Eucolaspis brunnea. Adults of this soil-living grub emerge from October and feed heavily on new foliage.  Damage to young trees can be severe with significant defoliation occurring, and is often worse close to large areas of pasture or grassy wasteland.

 
MINOR PESTS
 
  • Cicadas - Amphipsalta zelandica  
  • Tropical army worm - Spodoptera litura
  • Noctuid moth - Graphania spp.
  • Katydid - Caedicia simplex
  • Passion-vine hopper - Scolypopa australis 
  • Fullers rose weevil - Asynonychus cervinus
  • Green vegetable bug - Nezara viridula
 
NATURAL ENEMIES
 
  • Ladybirds (Coccinellidae) - range from general to specific predators. 

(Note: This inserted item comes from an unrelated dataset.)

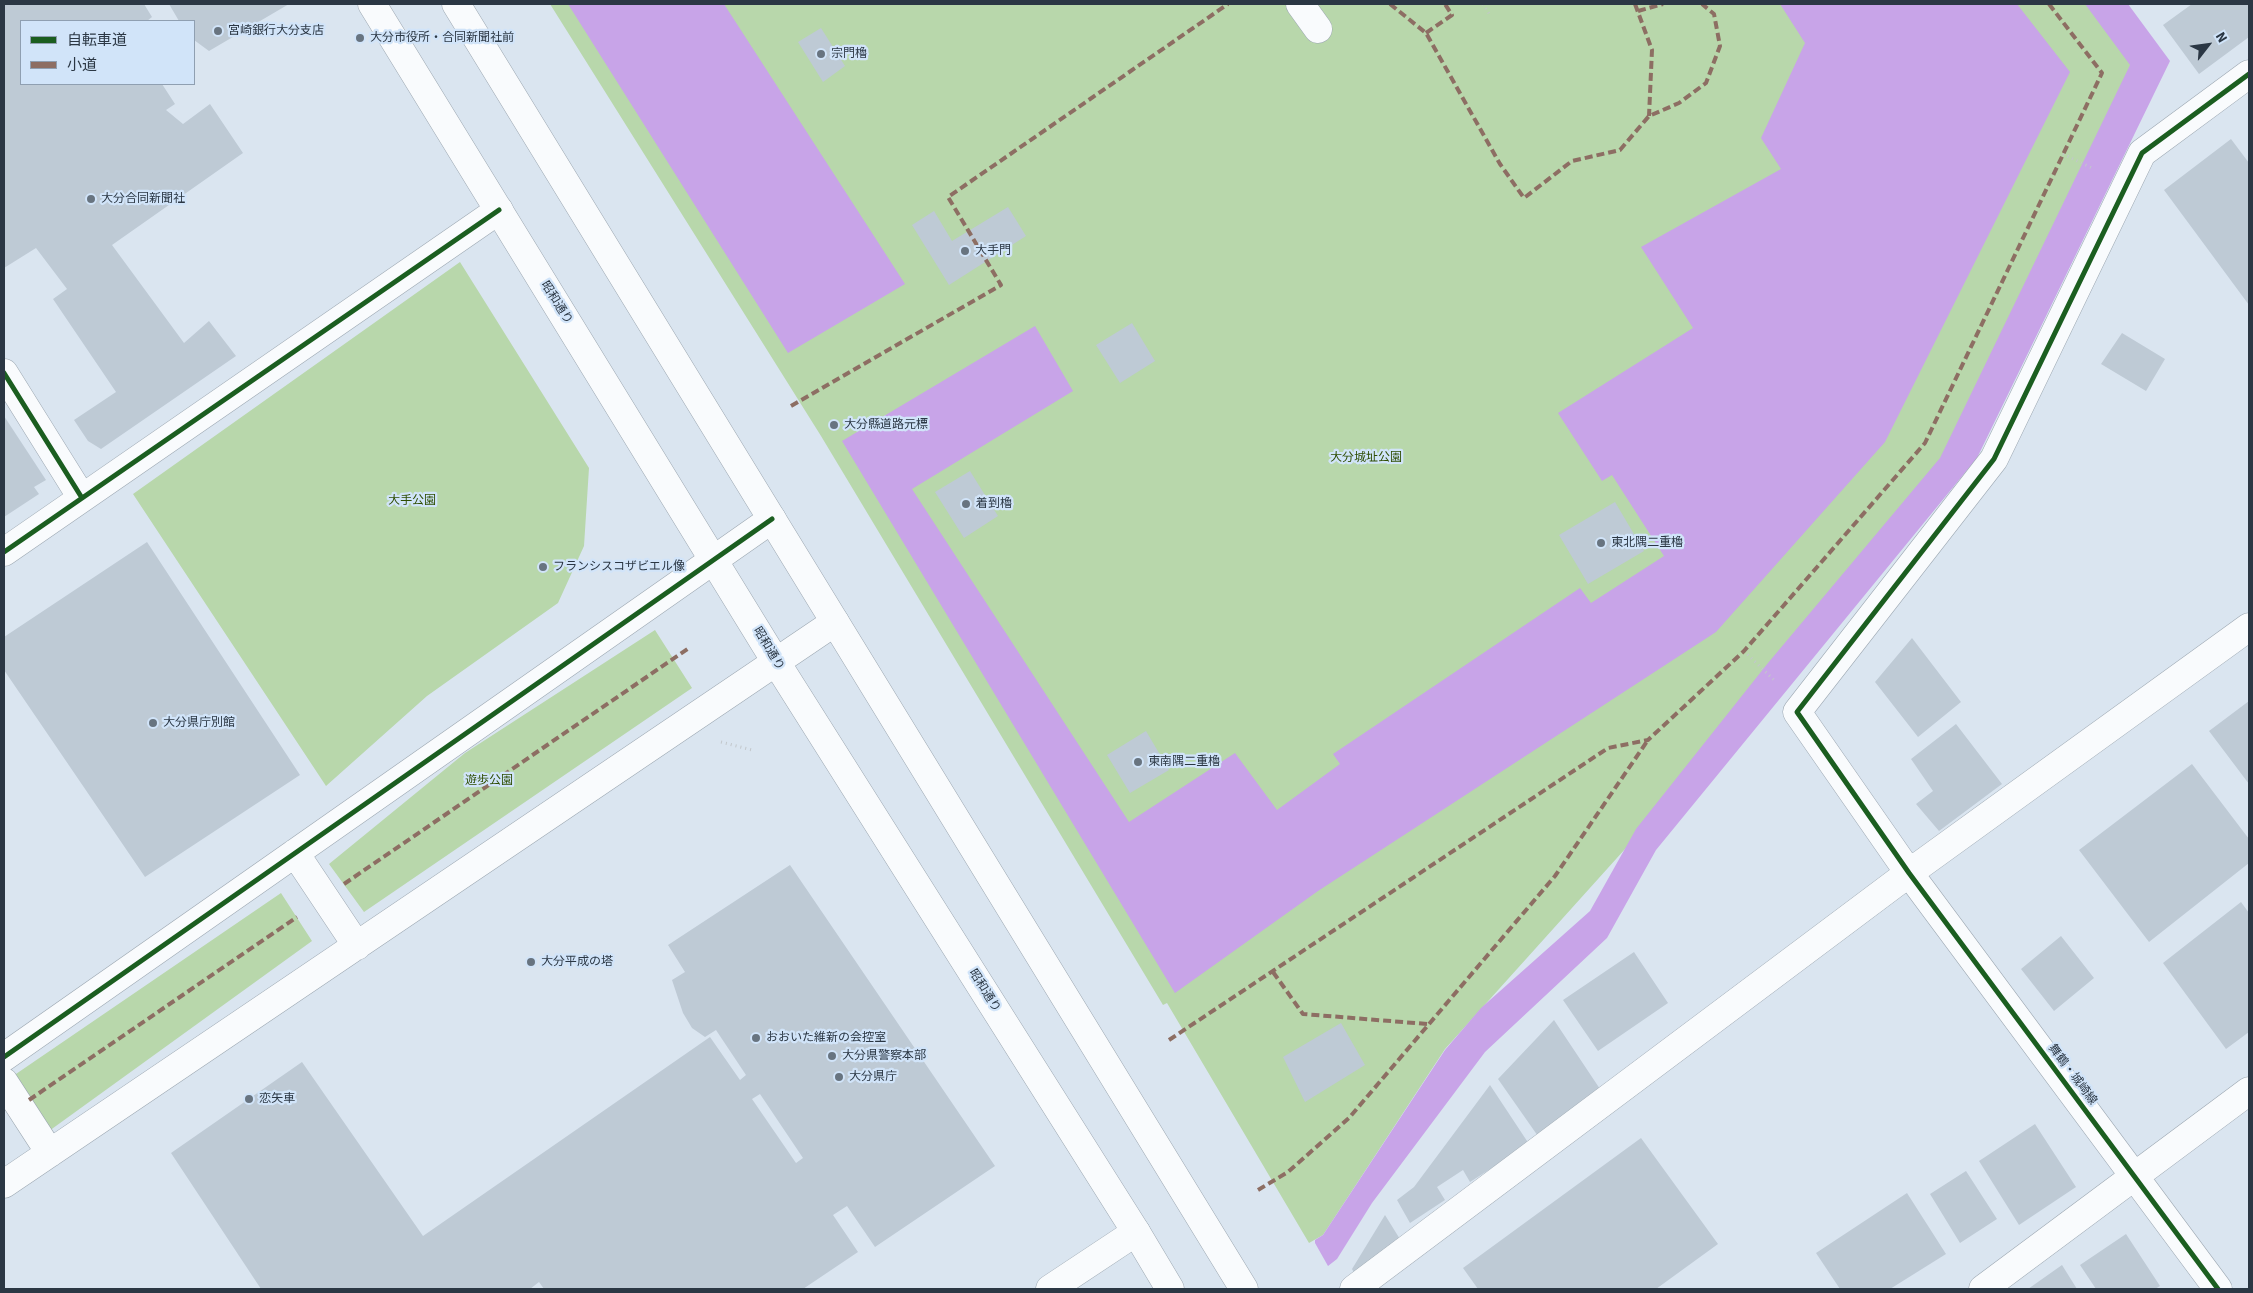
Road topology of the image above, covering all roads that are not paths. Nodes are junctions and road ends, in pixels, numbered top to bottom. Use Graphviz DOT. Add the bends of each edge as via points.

  • Tasmanian lacewing larva and adult - Micromus tasmaniae, an aphid predator.
  • Tachinid fly -Trigonospila brevifacies, a leafroller parasite.
  • Yellow banded wasp - Xanthopimpla rhopaloceros, a leafroller parasite.
  • Schellenburg's soldier bug - Oechalia schellenbergii, a general predator.
  • Green vegetable bug egg parasite - Trissolcus basalis.
  • Greenhouse thrips larval parasitoid - Thripobius semiluteus.